Ketika Malikha hampir menaiki tangga, Adrian kembali mensejajarkan langkahnya dengan Malikha, bahkan kini ia bersisian. Sejenak ia menatap dari samping wajah Malikha, tetapi sang istri sengaja mengabaikan tatapan itu dan berpura-pura tidak tahu kalau Adrian menatapnya.
Hingga keduanya sampai di dalam kamar, dan Malikha naik ke atas ranjang king size-nya. Nampak Malikha langsung meraih selimut, lalu membungkus tubuhnya dengan selimut itu. Adrian yang tidak suka diabaikan, mulai protes.

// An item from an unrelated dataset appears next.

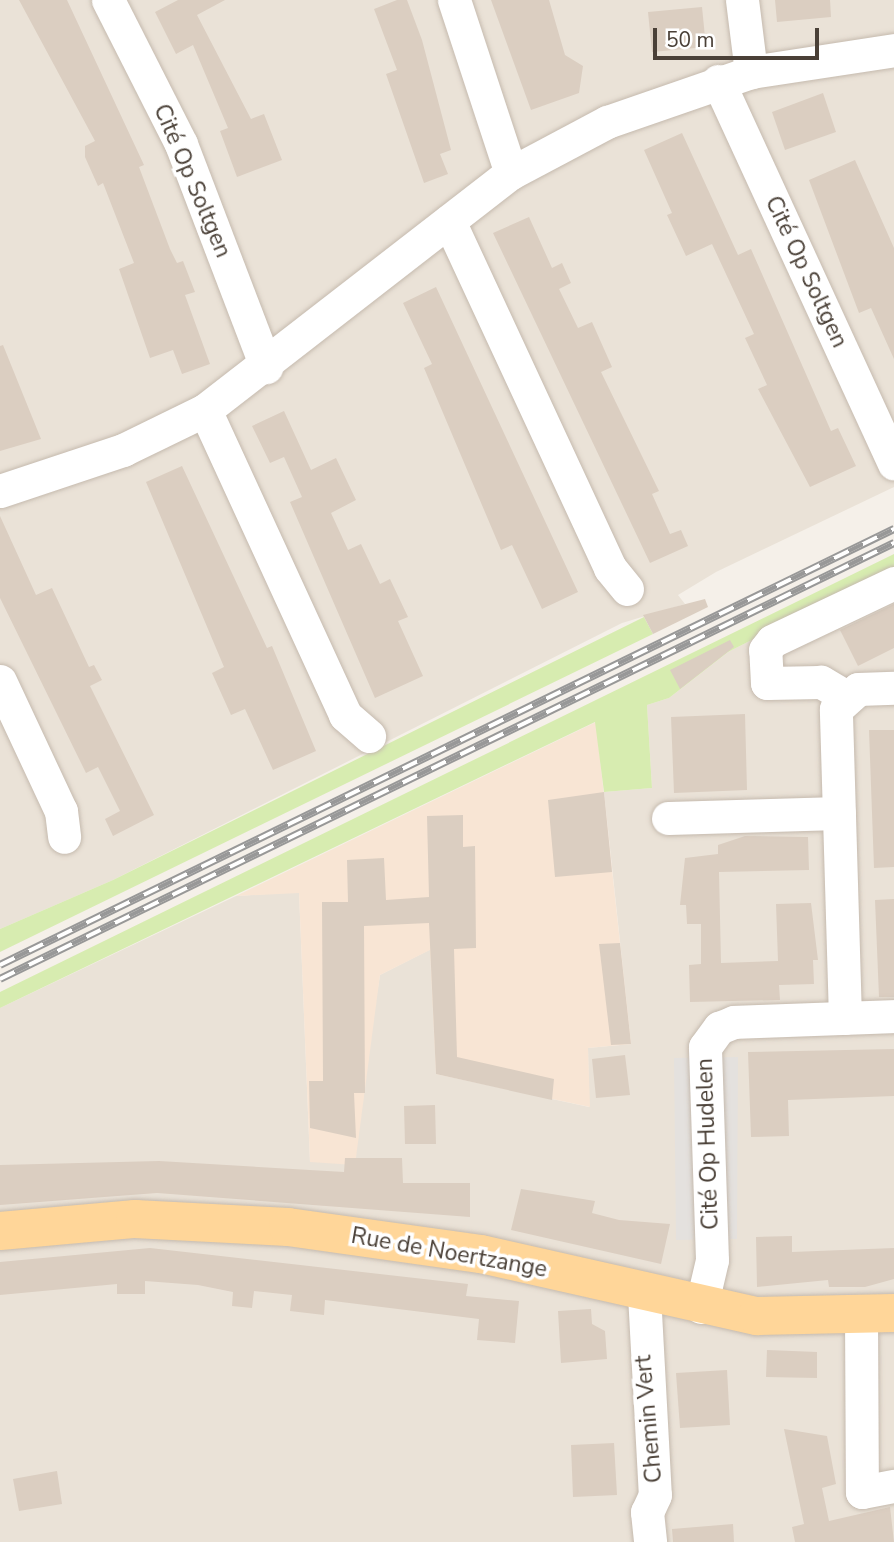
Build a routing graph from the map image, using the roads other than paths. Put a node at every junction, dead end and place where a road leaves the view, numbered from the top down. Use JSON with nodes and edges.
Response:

"Sayang ... Malikha, kenapa aku merasa malam ini kamu sedikit aneh? Kamu terus mengabaikan aku, dan mendiamiku. Apa aku telah membuat kesalahan, dan itu yang membuat kamu marah?''
"Katakan sesuatu, jangan diam apalagi mengabaikan aku, Malikha. Cepat, buka matamu dan tatap aku!'' Adrian dengan nada kesal mulai memaksa Malikha bangun, sejujurnya wanita yang tengah berbaring dan berpura-pura tidur itu sengaja tidak mau memperpanjang masalah dengannya.

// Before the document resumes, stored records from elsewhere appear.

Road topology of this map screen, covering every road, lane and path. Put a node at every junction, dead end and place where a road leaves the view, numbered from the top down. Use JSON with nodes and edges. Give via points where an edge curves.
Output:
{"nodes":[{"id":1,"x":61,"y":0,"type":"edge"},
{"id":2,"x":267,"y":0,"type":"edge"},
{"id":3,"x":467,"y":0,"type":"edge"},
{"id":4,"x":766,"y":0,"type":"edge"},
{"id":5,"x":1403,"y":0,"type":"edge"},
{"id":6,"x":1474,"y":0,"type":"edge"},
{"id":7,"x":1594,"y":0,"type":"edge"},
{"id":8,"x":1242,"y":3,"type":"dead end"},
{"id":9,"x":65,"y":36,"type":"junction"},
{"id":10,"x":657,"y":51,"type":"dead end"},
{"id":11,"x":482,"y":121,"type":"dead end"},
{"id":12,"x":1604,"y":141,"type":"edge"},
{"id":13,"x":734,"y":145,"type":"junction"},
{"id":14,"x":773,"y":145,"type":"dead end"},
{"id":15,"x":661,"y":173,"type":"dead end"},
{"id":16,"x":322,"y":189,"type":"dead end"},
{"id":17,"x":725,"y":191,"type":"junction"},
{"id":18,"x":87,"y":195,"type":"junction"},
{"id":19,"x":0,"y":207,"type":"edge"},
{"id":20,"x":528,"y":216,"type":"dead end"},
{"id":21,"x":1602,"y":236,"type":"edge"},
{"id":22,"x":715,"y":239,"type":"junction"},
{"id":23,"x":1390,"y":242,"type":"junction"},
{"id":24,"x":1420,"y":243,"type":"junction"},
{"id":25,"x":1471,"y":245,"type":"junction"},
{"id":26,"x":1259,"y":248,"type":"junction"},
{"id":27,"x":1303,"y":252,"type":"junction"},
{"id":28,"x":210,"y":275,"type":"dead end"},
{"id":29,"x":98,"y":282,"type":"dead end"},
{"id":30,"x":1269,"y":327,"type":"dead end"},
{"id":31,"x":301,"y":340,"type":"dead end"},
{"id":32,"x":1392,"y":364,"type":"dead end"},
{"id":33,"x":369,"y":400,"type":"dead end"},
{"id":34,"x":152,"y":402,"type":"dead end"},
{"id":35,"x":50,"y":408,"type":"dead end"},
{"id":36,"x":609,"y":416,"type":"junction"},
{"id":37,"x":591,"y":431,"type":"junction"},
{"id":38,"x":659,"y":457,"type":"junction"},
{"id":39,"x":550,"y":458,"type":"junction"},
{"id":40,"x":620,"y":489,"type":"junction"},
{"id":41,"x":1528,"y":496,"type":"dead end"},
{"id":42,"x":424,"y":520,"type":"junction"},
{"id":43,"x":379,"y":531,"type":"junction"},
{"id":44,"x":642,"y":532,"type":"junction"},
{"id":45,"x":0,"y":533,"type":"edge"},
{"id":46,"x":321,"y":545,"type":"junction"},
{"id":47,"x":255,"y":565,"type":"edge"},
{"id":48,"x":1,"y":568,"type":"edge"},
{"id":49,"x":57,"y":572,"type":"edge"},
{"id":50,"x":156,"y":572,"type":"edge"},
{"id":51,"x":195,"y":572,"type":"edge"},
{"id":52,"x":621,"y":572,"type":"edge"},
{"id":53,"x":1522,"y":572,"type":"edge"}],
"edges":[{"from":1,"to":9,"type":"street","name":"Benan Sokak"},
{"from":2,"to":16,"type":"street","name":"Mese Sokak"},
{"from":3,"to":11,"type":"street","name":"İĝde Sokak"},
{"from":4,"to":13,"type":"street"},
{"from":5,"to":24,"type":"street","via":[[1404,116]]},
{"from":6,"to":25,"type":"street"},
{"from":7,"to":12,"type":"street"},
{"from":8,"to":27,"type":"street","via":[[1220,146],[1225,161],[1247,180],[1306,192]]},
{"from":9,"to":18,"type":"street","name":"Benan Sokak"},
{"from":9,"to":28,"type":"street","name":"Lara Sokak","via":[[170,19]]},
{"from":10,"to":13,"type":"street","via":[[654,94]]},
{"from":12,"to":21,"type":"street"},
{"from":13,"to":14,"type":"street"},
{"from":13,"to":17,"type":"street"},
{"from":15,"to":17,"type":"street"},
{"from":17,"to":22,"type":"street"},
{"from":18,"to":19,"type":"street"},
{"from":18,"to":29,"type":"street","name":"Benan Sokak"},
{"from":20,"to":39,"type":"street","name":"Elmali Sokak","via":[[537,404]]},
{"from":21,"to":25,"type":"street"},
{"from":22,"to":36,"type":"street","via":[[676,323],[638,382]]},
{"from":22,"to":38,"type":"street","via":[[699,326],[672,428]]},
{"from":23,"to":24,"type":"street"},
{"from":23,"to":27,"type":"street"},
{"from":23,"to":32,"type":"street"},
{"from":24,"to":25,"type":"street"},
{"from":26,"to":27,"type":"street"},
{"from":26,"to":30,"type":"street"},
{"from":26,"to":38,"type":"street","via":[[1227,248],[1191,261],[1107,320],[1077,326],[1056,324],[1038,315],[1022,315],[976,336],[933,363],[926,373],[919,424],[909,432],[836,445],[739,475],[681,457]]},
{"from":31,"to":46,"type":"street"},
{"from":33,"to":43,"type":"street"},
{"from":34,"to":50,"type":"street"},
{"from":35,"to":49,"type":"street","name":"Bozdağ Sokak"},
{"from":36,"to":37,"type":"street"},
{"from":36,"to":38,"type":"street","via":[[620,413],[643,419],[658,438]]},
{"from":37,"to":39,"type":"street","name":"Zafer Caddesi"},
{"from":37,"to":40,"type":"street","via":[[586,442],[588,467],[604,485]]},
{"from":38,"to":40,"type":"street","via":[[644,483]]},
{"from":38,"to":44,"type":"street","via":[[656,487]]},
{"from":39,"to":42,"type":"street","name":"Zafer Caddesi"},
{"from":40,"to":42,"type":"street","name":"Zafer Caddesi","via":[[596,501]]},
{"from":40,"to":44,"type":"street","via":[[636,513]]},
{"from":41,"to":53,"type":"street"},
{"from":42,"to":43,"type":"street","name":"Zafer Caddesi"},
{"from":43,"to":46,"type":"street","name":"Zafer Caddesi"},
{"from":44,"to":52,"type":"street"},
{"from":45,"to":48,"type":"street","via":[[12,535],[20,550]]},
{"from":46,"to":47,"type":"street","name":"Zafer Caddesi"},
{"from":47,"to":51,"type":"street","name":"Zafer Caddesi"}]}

Namun, saat melihat dan mendengar suara Adrian dengan intonasi tinggi mau tidak mau Malikha harus membuka mata.
"Apa, sih, Mas? Aku sudah mengantuk, bukankah tadi Mas juga bilang sudah mengantuk,'' tanya Malikha malas.
"Kamu sengaja 'kan bilang mengantuk, padahal kamu tidak mengantuk. Lihatlah di dalam cermin, kalau kedua matamu masih cerah, tandanya kamu belum mengantuk."
"Sekarang katakan, kenapa kamu menghindariku? Katakan, jangan membuatku penasaran," tanya Adrian dengan nada menuntut.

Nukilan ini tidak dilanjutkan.